Lennon was serving a four-match ban when he picked up a second misconduct charge for an altercation with Rangers assistant manager Ally McCoist.
Celtic's interpretation of SFA rules would result in the bans running concurrently from 16 March.
But the SFA says the punishments should run consecutively.
While the SFA concedes that its regulations do not stipulate that managers must serve consecutive bans, it argues that it has been the habit.
However, Celtic are almost certain to challenge that, with Lennon's lawyer saying the SFA "appears to be institutionally dysfunctional".
Prior to the SFA letter being sent to Celtic Park, Paul McBride QC warned that the club would take further action if the SFA tries to impose the bans consecutively.
"I wish the SFA would start to grow up and behave responsibly," he told BBC Scotland.
Celtic chose not to contest Lennon's four-match suspension, citing "the wider interests of the club and Scottish football", following a touchline argument with McCoist.
They did so in the belief that he would serve a total of five games on the sidelines because the new suspension came into force one match into his previous four-match ban.
Celtic's case is based on the rule that a punishment begins 14 days after the offence.
Everyone who is sensible and who can read will see from the rules that ought to run from the 16 March
Paul McBride QC
"The ban will start from 16 March," said McBride. "That started in the Inverness Caley game. And, once that is completed, that is the end of the matter.
"There have been rumours out there, and the SFA won't answer any questions about whether it is an eight-match ban, four plus four, but that's not the case.
"Nothing the SFA do surprise me any more. I thought it was a simple matter to confirm whether it is a four-match ban or an eight-match ban.
"But, as a matter of law, there is no question in my mind at all, it is a four-match ban."
Celtic believe that Lennon should be back in the dugout for their Scottish Cup semi-final with Aberdeen on the weekend of 16/17 April and McBride was clear about what their manager should do that day.
"He should enter the dugout and get on with the game," he said. "If the SFA believe it is an eight-match ban then the referee would go over and presumably attempt to send him to the stand.
"It may be, at that point, Celtic would consider their position about protective action in relation to their manager."
McBride accepts that the situation has become "messy" but believes Celtic have done nothing wrong despite other clubs having in the past accepted consecutive bans.
"I have looked at the SFA rules in some detail," said the QC. "There is provision for players to serve consecutive bans. There is no provision for managers or club officials to serve consecutive bans at all.
"Neil Lennon did not challenge the fact that he should have received some kind of suspension.
"He got a four-match suspension. He didn't appeal that. He accepted his conduct fell below an appropriate standard.
"The only dispute apparently in the minds of the SFA is whether it is consecutive or concurrent.
"Everyone who is sensible and who can read will see from the rules that ought to run from the 16 March."

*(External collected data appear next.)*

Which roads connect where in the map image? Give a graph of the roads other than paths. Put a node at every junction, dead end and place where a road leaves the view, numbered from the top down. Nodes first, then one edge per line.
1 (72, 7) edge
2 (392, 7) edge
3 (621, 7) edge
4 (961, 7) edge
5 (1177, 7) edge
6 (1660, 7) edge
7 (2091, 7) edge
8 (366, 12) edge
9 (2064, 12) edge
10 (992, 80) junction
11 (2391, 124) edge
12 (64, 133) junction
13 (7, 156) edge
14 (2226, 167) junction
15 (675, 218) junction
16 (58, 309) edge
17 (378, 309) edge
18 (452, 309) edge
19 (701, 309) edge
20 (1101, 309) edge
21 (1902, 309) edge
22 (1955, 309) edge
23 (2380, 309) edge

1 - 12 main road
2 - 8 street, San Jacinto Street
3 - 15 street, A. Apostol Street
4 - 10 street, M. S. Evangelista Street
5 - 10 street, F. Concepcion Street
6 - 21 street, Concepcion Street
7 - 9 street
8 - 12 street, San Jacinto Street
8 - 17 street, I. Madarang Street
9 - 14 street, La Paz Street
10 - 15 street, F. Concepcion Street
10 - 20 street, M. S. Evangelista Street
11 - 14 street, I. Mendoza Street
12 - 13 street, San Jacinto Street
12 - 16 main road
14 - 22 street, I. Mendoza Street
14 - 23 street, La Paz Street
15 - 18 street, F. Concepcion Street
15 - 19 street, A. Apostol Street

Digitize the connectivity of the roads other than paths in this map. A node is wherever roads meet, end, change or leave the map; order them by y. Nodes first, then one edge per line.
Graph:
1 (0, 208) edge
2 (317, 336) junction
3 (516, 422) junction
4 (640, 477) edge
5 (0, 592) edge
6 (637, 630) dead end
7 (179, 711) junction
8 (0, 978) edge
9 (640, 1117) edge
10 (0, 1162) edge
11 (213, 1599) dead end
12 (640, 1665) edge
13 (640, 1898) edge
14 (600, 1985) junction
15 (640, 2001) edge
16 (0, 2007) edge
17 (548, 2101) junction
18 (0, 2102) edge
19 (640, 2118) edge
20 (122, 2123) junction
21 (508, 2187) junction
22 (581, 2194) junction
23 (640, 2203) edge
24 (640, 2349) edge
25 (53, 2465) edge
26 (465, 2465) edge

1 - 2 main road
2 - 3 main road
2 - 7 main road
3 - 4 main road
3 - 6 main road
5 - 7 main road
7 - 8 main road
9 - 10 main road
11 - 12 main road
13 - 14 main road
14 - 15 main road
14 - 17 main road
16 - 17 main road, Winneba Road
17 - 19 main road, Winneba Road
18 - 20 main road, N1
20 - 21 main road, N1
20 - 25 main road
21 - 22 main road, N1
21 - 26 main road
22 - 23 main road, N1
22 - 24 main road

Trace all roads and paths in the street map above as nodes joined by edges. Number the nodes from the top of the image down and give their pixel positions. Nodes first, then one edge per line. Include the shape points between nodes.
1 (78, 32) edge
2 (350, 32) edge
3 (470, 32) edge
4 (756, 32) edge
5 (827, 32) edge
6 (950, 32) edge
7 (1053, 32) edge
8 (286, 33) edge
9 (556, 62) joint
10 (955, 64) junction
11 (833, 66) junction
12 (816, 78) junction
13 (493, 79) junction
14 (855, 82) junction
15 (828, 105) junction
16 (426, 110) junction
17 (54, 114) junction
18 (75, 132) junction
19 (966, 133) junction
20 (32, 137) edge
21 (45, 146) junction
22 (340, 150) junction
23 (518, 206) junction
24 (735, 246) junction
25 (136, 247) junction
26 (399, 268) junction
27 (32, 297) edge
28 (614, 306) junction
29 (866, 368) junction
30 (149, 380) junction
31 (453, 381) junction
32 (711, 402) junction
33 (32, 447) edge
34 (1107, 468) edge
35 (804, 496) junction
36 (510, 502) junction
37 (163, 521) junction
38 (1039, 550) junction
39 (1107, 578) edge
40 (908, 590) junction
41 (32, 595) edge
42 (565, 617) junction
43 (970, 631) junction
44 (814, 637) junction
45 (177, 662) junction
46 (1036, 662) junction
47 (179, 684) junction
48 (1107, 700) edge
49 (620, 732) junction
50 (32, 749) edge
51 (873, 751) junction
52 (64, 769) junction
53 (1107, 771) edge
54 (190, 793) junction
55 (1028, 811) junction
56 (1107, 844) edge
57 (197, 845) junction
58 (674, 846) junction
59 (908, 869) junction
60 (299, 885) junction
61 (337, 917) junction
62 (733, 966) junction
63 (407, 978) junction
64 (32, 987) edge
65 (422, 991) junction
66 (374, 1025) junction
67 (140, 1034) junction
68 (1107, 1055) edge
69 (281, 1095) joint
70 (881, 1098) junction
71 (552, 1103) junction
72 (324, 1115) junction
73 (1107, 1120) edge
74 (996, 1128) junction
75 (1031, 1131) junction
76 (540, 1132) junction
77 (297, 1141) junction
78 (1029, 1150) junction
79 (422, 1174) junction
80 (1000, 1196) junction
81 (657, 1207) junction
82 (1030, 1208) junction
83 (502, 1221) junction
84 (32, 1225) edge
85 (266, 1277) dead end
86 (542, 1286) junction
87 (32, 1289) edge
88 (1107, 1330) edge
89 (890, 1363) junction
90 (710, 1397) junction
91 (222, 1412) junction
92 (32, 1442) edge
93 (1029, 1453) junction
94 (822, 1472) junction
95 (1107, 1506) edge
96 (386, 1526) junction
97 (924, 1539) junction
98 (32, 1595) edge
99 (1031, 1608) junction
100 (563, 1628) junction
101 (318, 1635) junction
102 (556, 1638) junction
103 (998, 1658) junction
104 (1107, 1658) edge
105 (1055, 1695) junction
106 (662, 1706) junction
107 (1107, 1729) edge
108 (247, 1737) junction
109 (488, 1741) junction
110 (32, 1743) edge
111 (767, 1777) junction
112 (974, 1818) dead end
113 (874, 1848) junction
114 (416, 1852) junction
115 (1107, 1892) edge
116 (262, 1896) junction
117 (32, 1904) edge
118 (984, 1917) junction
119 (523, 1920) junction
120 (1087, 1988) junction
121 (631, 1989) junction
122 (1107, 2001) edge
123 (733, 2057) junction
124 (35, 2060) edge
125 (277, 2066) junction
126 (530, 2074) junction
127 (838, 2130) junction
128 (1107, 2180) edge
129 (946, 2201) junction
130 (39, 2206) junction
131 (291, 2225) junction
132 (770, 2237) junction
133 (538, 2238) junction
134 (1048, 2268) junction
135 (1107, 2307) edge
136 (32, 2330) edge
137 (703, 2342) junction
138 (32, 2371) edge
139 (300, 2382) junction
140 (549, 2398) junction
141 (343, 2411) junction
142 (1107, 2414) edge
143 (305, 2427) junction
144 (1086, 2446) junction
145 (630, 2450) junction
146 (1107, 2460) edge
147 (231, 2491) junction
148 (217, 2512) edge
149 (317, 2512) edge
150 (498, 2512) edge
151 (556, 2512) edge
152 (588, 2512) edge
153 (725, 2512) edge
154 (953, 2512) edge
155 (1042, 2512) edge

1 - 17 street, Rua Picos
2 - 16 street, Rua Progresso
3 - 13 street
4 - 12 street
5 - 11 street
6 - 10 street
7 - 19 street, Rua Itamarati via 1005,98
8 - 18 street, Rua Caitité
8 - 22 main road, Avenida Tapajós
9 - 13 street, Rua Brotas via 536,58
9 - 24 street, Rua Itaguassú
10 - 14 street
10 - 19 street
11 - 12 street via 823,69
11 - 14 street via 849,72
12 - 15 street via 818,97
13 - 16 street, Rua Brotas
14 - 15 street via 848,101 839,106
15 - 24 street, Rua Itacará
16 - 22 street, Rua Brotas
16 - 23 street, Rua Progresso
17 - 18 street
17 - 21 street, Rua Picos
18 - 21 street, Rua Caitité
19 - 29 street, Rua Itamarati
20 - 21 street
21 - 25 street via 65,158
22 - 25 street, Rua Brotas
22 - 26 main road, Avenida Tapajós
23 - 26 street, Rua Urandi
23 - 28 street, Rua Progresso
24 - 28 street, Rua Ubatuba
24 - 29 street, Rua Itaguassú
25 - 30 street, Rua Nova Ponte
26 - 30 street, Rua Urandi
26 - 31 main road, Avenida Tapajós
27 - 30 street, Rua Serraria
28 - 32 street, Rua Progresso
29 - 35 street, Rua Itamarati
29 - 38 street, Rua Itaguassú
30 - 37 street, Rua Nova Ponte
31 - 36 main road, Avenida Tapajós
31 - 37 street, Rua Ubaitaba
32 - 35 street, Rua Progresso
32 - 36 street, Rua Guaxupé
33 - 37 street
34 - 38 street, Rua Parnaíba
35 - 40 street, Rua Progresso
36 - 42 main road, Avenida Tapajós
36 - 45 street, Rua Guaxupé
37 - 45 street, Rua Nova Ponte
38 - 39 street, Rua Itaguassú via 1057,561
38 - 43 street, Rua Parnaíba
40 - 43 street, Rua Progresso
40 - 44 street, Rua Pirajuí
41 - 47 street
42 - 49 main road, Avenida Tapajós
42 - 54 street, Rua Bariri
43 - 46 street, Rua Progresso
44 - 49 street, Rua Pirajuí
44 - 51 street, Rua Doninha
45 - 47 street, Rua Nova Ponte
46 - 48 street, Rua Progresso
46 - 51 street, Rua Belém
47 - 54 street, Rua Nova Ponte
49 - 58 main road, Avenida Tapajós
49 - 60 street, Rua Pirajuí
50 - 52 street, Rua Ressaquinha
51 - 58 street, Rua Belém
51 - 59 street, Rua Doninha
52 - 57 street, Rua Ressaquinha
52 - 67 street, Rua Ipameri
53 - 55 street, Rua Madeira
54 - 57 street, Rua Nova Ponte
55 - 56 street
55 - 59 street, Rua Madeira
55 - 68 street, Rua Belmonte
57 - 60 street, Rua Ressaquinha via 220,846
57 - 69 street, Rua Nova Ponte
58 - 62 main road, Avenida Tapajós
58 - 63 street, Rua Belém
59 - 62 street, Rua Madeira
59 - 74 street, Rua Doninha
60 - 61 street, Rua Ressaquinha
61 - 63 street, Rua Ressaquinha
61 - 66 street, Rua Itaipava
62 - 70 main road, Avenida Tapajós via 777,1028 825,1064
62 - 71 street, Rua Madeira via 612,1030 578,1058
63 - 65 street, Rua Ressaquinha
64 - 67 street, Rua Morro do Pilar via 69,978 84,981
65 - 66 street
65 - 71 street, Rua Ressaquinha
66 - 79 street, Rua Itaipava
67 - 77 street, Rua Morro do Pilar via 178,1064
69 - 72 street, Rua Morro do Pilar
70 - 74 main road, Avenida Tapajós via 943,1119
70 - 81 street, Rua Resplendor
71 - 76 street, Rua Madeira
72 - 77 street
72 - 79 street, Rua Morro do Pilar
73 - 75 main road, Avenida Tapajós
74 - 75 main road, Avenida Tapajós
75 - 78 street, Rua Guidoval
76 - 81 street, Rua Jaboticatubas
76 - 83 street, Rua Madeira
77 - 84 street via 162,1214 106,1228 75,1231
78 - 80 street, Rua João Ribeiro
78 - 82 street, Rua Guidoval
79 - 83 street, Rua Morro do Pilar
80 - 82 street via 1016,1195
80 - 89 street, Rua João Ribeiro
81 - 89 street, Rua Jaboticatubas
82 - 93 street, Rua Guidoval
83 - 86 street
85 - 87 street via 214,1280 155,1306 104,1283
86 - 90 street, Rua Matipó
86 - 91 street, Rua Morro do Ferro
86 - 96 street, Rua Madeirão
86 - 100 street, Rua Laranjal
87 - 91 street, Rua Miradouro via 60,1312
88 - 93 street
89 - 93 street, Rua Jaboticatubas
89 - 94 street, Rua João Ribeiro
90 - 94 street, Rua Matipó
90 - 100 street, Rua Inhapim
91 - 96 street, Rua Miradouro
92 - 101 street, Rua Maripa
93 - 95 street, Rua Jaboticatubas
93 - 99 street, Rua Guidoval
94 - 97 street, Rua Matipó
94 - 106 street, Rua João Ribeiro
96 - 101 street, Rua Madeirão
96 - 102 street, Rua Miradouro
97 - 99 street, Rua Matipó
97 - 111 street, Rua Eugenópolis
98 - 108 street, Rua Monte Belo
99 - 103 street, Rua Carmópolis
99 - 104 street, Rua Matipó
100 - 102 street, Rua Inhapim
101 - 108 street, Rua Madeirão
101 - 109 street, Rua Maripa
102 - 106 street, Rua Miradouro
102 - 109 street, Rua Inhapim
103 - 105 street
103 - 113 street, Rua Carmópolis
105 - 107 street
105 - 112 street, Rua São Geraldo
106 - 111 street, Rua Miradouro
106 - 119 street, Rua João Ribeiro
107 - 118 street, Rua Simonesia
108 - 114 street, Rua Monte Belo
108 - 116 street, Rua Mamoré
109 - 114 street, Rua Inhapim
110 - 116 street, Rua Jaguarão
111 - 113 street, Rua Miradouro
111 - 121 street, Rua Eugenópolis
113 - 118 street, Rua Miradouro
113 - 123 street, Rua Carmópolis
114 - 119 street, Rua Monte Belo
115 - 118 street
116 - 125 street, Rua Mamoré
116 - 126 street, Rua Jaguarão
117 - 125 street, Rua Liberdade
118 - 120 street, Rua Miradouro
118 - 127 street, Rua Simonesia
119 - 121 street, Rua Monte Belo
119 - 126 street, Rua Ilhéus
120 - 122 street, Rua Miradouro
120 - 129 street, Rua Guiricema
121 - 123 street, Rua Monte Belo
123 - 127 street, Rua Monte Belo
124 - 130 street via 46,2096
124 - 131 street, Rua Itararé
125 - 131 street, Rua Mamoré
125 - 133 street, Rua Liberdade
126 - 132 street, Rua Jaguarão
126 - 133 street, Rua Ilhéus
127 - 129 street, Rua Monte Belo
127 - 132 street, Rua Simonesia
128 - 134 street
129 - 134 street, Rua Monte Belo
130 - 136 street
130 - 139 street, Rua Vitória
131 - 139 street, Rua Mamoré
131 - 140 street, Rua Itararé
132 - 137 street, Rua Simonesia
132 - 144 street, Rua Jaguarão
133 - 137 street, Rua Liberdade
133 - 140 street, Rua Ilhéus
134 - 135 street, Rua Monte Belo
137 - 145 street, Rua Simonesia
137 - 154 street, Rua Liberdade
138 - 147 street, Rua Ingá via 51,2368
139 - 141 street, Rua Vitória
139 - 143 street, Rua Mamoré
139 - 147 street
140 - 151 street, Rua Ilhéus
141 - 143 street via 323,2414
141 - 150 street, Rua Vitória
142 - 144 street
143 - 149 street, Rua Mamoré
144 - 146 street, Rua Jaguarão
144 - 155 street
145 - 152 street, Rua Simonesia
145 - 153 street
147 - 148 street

Lennon has watched Celtic's last two outings from the stand following his dismissal and an excessive misconduct charge for his behaviour during a defeat by Hearts in November.
The sending off incurred an automatic two-match ban, while an extra four games were added for Lennon's heated exchange with match officials.
That six-game penalty was later reduced to four on appeal, with Celtic citing irregularities in the SFA's procedure.